When we heard that celebrity chef Jamie Oliver was jumping across the pond to visit Canada, you bet we got pretty excited! As a busy father of five, his time is even more precious these days and his commitment to educating everyone from parents and kids to government officials about healthy eating has definitely taken centre stage over the past few years with his Food Revolution initiative. On top of his shows, websites, and best-selling cookbooks, we knew that he would be giving his all on this visit.
In fact, this recent trip wasn’t just to promote his new cookbook “Super Food Family Classics” or to promote the new food network Gusto or mingle at his restaurant Jamie’s Italian Kitchen. He also planned to have a meeting with Prime Minister Justin Trudeau.
On the eve of his meeting with the Prime Minister, Oliver gathered with food writers and educators at the first North American outpost of his restaurant Jamie’s Italian Yorkdale (a second location is going to open soon at Square One in Mississauga). He was already on the television circuit for the past 24 hours, so nabbing a moment with him was like winning the lottery. We not only enjoyed the food and being part of his Facebook live feed but also shared ideas with each other about what changes we’re making when it comes to food for our own families, our readers, and followers.

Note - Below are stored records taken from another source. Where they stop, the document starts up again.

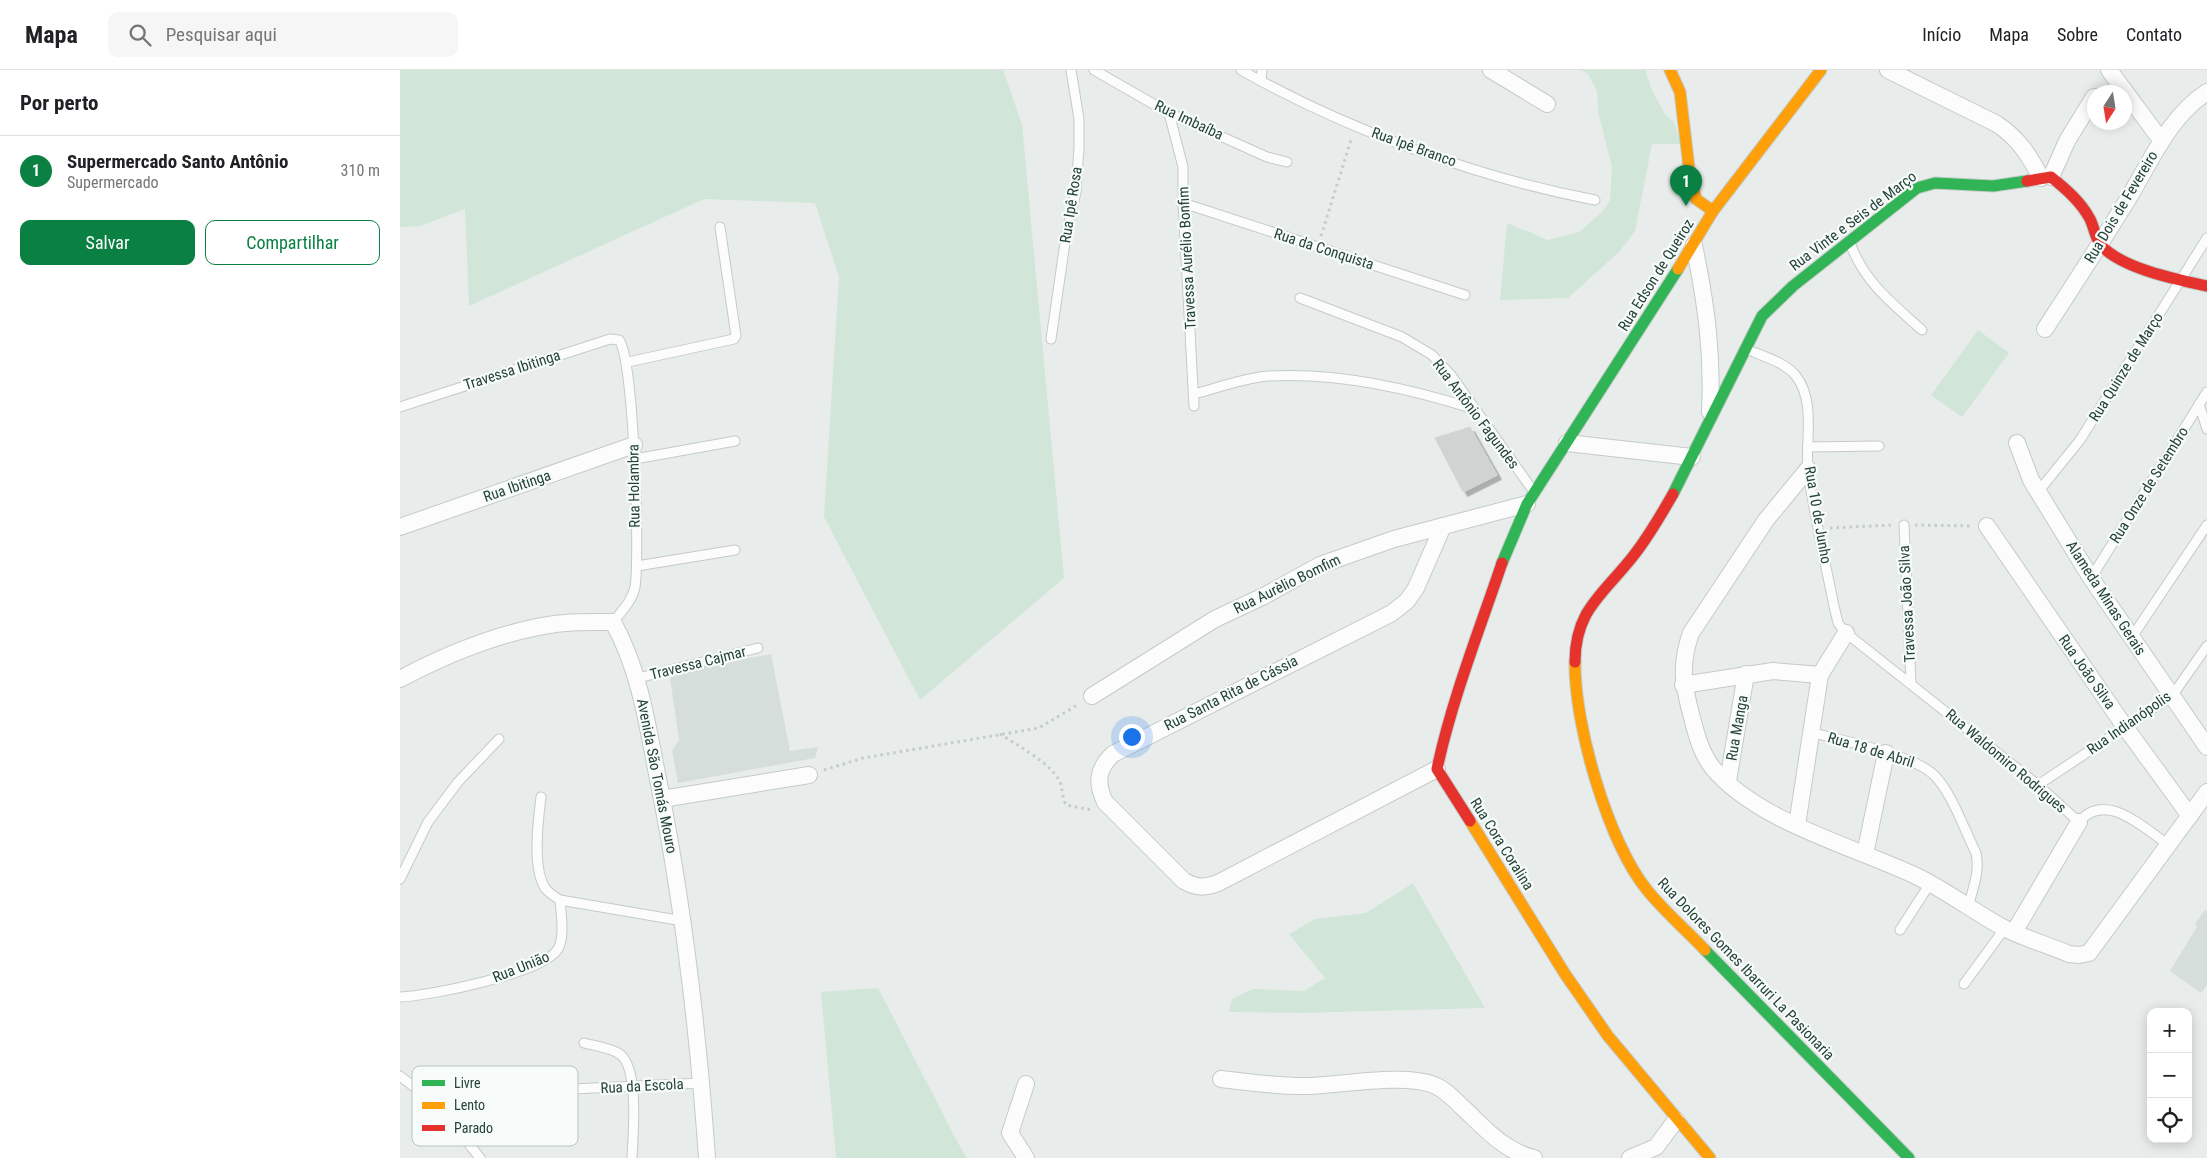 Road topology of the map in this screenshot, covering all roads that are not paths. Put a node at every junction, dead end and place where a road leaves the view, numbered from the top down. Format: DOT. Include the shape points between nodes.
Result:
graph roads {
  1 [pos="1071,70"];
  2 [pos="1094,70"];
  3 [pos="1241,70"];
  4 [pos="1262,70"];
  5 [pos="1491,70"];
  6 [pos="1670,70"];
  7 [pos="1682,70"];
  8 [pos="1820,70"];
  9 [pos="1888,70"];
  10 [pos="2111,73"];
  11 [pos="1260,81"];
  12 [pos="2103,85"];
  13 [pos="1680,92"];
  14 [pos="2207,92"];
  15 [pos="1547,104"];
  16 [pos="2087,108"];
  17 [pos="1169,113"];
  18 [pos="2161,140"];
  19 [pos="1286,162"];
  20 [pos="2046,178"];
  21 [pos="1595,200"];
  22 [pos="1183,203"];
  23 [pos="1713,212"];
  24 [pos="720,227"];
  25 [pos="2207,238"];
  26 [pos="1850,243"];
  27 [pos="2100,244"];
  28 [pos="1694,245"];
  29 [pos="2181,280"];
  30 [pos="2207,286"];
  31 [pos="1465,294"];
  32 [pos="1300,298"];
  33 [pos="2045,329"];
  34 [pos="1922,330"];
  35 [pos="1051,339"];
  36 [pos="623,344"];
  37 [pos="1745,348"];
  38 [pos="628,362"];
  39 [pos="2207,392"];
  40 [pos="1194,394"];
  41 [pos="2199,404"];
  42 [pos="1194,406"];
  43 [pos="400,407"];
  44 [pos="1474,410"];
  45 [pos="1710,420"];
  46 [pos="2207,430"];
  47 [pos="735,441"];
  48 [pos="1567,443"];
  49 [pos="2017,443"];
  50 [pos="1879,446"];
  51 [pos="1808,448"];
  52 [pos="634,452"];
  53 [pos="1692,457"];
  54 [pos="1808,469"];
  55 [pos="2038,492"];
  56 [pos="1531,498"];
  57 [pos="1904,525"];
  58 [pos="2207,525"];
  59 [pos="1443,526"];
  60 [pos="1987,526"];
  61 [pos="400,527"];
  62 [pos="735,550"];
  63 [pos="637,566"];
  64 [pos="2091,578"];
  65 [pos="613,622"];
  66 [pos="1846,633"];
  67 [pos="2132,638"];
  68 [pos="2207,646"];
  69 [pos="758,648"];
  70 [pos="1746,674"];
  71 [pos="1820,675"];
  72 [pos="638,678"];
  73 [pos="400,679"];
  74 [pos="1911,683"];
  75 [pos="1683,685"];
  76 [pos="1092,696"];
  77 [pos="2172,696"];
  78 [pos="2125,727"];
  79 [pos="1810,732"];
  80 [pos="499,739"];
  81 [pos="2207,747"];
  82 [pos="1886,753"];
  83 [pos="1437,769"];
  84 [pos="809,775"];
  85 [pos="1728,781"];
  86 [pos="2038,785"];
  87 [pos="2207,792"];
  88 [pos="541,797"];
  89 [pos="662,799"];
  90 [pos="2190,816"];
  91 [pos="2079,822"];
  92 [pos="1797,825"];
  93 [pos="2169,845"];
  94 [pos="1865,854"];
  95 [pos="400,879"];
  96 [pos="1929,885"];
  97 [pos="560,900"];
  98 [pos="1968,907"];
  99 [pos="684,921"];
  100 [pos="1900,930"];
  101 [pos="2009,930"];
  102 [pos="1964,984"];
  103 [pos="400,997"];
  104 [pos="584,1043"];
  105 [pos="400,1076"];
  106 [pos="1221,1079"];
  107 [pos="702,1083"];
  108 [pos="1026,1084"];
  109 [pos="412,1085"];
  110 [pos="633,1086"];
  111 [pos="578,1089"];
  112 [pos="1676,1120"];
  113 [pos="470,1146"];
  114 [pos="480,1158"];
  115 [pos="632,1158"];
  116 [pos="707,1158"];
  117 [pos="1026,1158"];
  118 [pos="1534,1158"];
  119 [pos="1630,1158"];
  120 [pos="1710,1158"];
  121 [pos="1909,1158"];
  1 -- 35 [label="lane, Rua Ipê Rosa" via="1079,119 1078,169"];
  2 -- 17 [label="lane, Rua Imbaíba"];
  3 -- 11 [label="lane, Rua Ipê Branco"];
  4 -- 11 [label="lane"];
  5 -- 15 [label="street"];
  6 -- 13 [label="street"];
  7 -- 13 [label="lane"];
  8 -- 23 [label="street, Rua Edson de Queiroz"];
  9 -- 20 [label="street" via="1997,124 2013,135"];
  10 -- 12 [label="street"];
  10 -- 18 [label="street"];
  11 -- 21 [label="lane, Rua Ipê Branco" via="1356,126 1513,182"];
  13 -- 23 [label="street" via="1696,199"];
  14 -- 18 [label="street, Rua Dois de Fevereiro" via="2185,110"];
  16 -- 20 [label="street"];
  17 -- 19 [label="lane, Rua Imbaíba" via="1267,157"];
  17 -- 22 [label="lane, Travessa Aurélio Bonfim" via="1183,167"];
  18 -- 27 [label="street, Rua Dois de Fevereiro"];
  20 -- 26 [label="street, Rua Vinte e Seis de Março" via="1995,186 1928,182"];
  20 -- 27 [label="street" via="2070,192 2081,205"];
  22 -- 31 [label="lane, Rua da Conquista"];
  22 -- 40 [label="lane, Travessa Aurélio Bonfim"];
  23 -- 28 [label="street, Rua Edson de Queiroz"];
  24 -- 38 [label="lane" via="734,339"];
  25 -- 29 [label="lane, Rua Quinze de Março"];
  26 -- 34 [label="lane" via="1856,259 1874,286"];
  26 -- 37 [label="street, Rua Vinte e Seis de Março" via="1779,297 1762,316"];
  27 -- 29 [label="street" via="2123,260"];
  27 -- 33 [label="street, Rua Dois de Fevereiro"];
  28 -- 45 [label="street" via="1709,330"];
  28 -- 48 [label="street, Rua Edson de Queiroz"];
  29 -- 30 [label="street"];
  29 -- 55 [label="lane, Rua Quinze de Março" via="2080,440"];
  32 -- 44 [label="lane, Rua Antônio Fagundes" via="1402,337 1432,355 1451,375"];
  36 -- 38 [label="lane, Rua Holambra"];
  36 -- 43 [label="lane, Travessa Ibitinga" via="610,339"];
  37 -- 45 [label="street, Rua Vinte e Seis de Março"];
  37 -- 51 [label="lane, Rua 10 de Junho" via="1782,365 1796,376 1807,406"];
  38 -- 52 [label="lane, Rua Holambra"];
  39 -- 41 [label="lane, Rua Onze de Setembro"];
  40 -- 42 [label="lane, Travessa Aurélio Bonfim"];
  40 -- 44 [label="lane" via="1266,376 1313,376 1435,396"];
  41 -- 46 [label="lane"];
  41 -- 64 [label="lane, Rua Onze de Setembro"];
  44 -- 56 [label="lane, Rua Antônio Fagundes"];
  45 -- 53 [label="street, Rua Vinte e Seis de Março"];
  47 -- 52 [label="lane"];
  48 -- 53 [label="street"];
  48 -- 56 [label="street, Rua Edson de Queiroz"];
  49 -- 55 [label="street, Alameda Minas Gerais"];
  50 -- 51 [label="lane"];
  51 -- 54 [label="lane, Rua 10 de Junho"];
  52 -- 61 [label="street, Rua Ibitinga"];
  52 -- 63 [label="lane, Rua Holambra"];
  53 -- 121 [label="street, Rua Dolores Gomes Ibarruri La Pasionaria" via="1650,534 1590,606 1575,641 1574,677 1604,804 1622,849 1646,889"];
  54 -- 66 [label="lane, Rua 10 de Junho" via="1834,606 1838,623"];
  54 -- 75 [label="street" via="1766,520 1691,633 1685,650"];
  55 -- 64 [label="street, Alameda Minas Gerais"];
  56 -- 59 [label="street, Rua Aurèlio Bomfim"];
  56 -- 83 [label="street" via="1502,563 1461,682"];
  57 -- 74 [label="lane, Travessa João Silva"];
  58 -- 67 [label="lane"];
  59 -- 76 [label="street, Rua Aurèlio Bomfim" via="1320,565 1215,619"];
  59 -- 83 [label="street, Rua Santa Rita de Cássia" via="1407,601 1114,754 1104,762 1099,774 1099,788 1105,802 1184,881 1194,887 1206,887"];
  60 -- 78 [label="street, Rua João Silva"];
  62 -- 63 [label="lane"];
  63 -- 65 [label="lane, Rua Holambra" via="635,589"];
  64 -- 67 [label="street, Alameda Minas Gerais"];
  65 -- 72 [label="street, Avenida São Tomás Mouro"];
  65 -- 73 [label="street" via="556,623 498,636 441,657"];
  66 -- 71 [label="street"];
  66 -- 74 [label="lane, Rua Waldomiro Rodrigues"];
  67 -- 77 [label="street, Alameda Minas Gerais"];
  68 -- 77 [label="lane, Rua Indianópolis"];
  69 -- 72 [label="lane, Travessa Cajmar"];
  70 -- 71 [label="street" via="1773,671"];
  70 -- 75 [label="street"];
  70 -- 85 [label="street, Rua Manga"];
  71 -- 79 [label="street"];
  72 -- 89 [label="street, Avenida São Tomás Mouro"];
  74 -- 86 [label="lane, Rua Waldomiro Rodrigues"];
  75 -- 85 [label="street" via="1700,747 1712,766"];
  77 -- 78 [label="lane, Rua Indianópolis"];
  77 -- 81 [label="street, Alameda Minas Gerais"];
  78 -- 86 [label="lane, Rua Indianópolis"];
  78 -- 90 [label="street, Rua João Silva"];
  79 -- 82 [label="lane, Rua 18 de Abril"];
  79 -- 92 [label="street"];
  80 -- 95 [label="lane" via="458,782 428,822"];
  82 -- 94 [label="street"];
  82 -- 98 [label="lane, Rua 18 de Abril" via="1923,767 1941,784 1976,852 1977,876"];
  83 -- 112 [label="street, Rua Cora Coralina" via="1565,974 1608,1036"];
  84 -- 89 [label="street"];
  85 -- 92 [label="street" via="1759,805"];
  86 -- 91 [label="lane, Rua Waldomiro Rodrigues"];
  87 -- 90 [label="street"];
  88 -- 97 [label="lane" via="536,836 541,879 549,892"];
  89 -- 99 [label="street, Avenida São Tomás Mouro"];
  90 -- 93 [label="street"];
  91 -- 93 [label="lane, Rua Waldomiro Rodrigues" via="2088,812 2112,810 2125,815"];
  91 -- 101 [label="street"];
  92 -- 94 [label="street"];
  93 -- 101 [label="street" via="2089,952 2069,954"];
  94 -- 96 [label="street" via="1917,876"];
  96 -- 98 [label="street"];
  96 -- 100 [label="lane"];
  97 -- 99 [label="lane"];
  97 -- 103 [label="lane, Rua União" via="562,938 554,955 477,984"];
  98 -- 101 [label="street"];
  99 -- 107 [label="street, Avenida São Tomás Mouro"];
  101 -- 102 [label="lane"];
  104 -- 110 [label="lane" via="621,1055"];
  105 -- 109 [label="lane"];
  106 -- 118 [label="street" via="1283,1086 1400,1080 1434,1085 1505,1146"];
  107 -- 110 [label="lane, Rua da Escola"];
  107 -- 116 [label="street, Avenida São Tomás Mouro"];
  108 -- 117 [label="street" via="1010,1133"];
  110 -- 111 [label="lane, Rua da Escola"];
  110 -- 115 [label="lane"];
  112 -- 119 [label="street" via="1656,1147"];
  112 -- 120 [label="street, Rua Cora Coralina"];
  113 -- 114 [label="lane"];
}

His focus is on the need for governments to create sound strategies to help combat childhood obesity. You can visit his Jamie’s Food Revolution site and see just how passionate he is about encouraging us all to make informed decisions. But what struck me was that even though he’s an advocate for healthy changes he does remind us that it’s ultimately an individual choice.
His restaurant, for example, started with the idea of having really good, quality food that is accessible. So, the step to offer this in such busy locations like the most popular shopping centres is an alternative to standard food court options of fried and fast. But he also recognizes that his restaurants need to be flexible. His restaurants include classic dishes to some innovative offerings. “It’s about feasting and sharing,” said Oliver. “It’s about simple food, simple grill and we started eight years ago. Now we’re in Canada. I’m very lucky…this is my baby.” Oliver went on to tell us how pleased he been with the staff and the food and tells us that he’s not that easy to work with.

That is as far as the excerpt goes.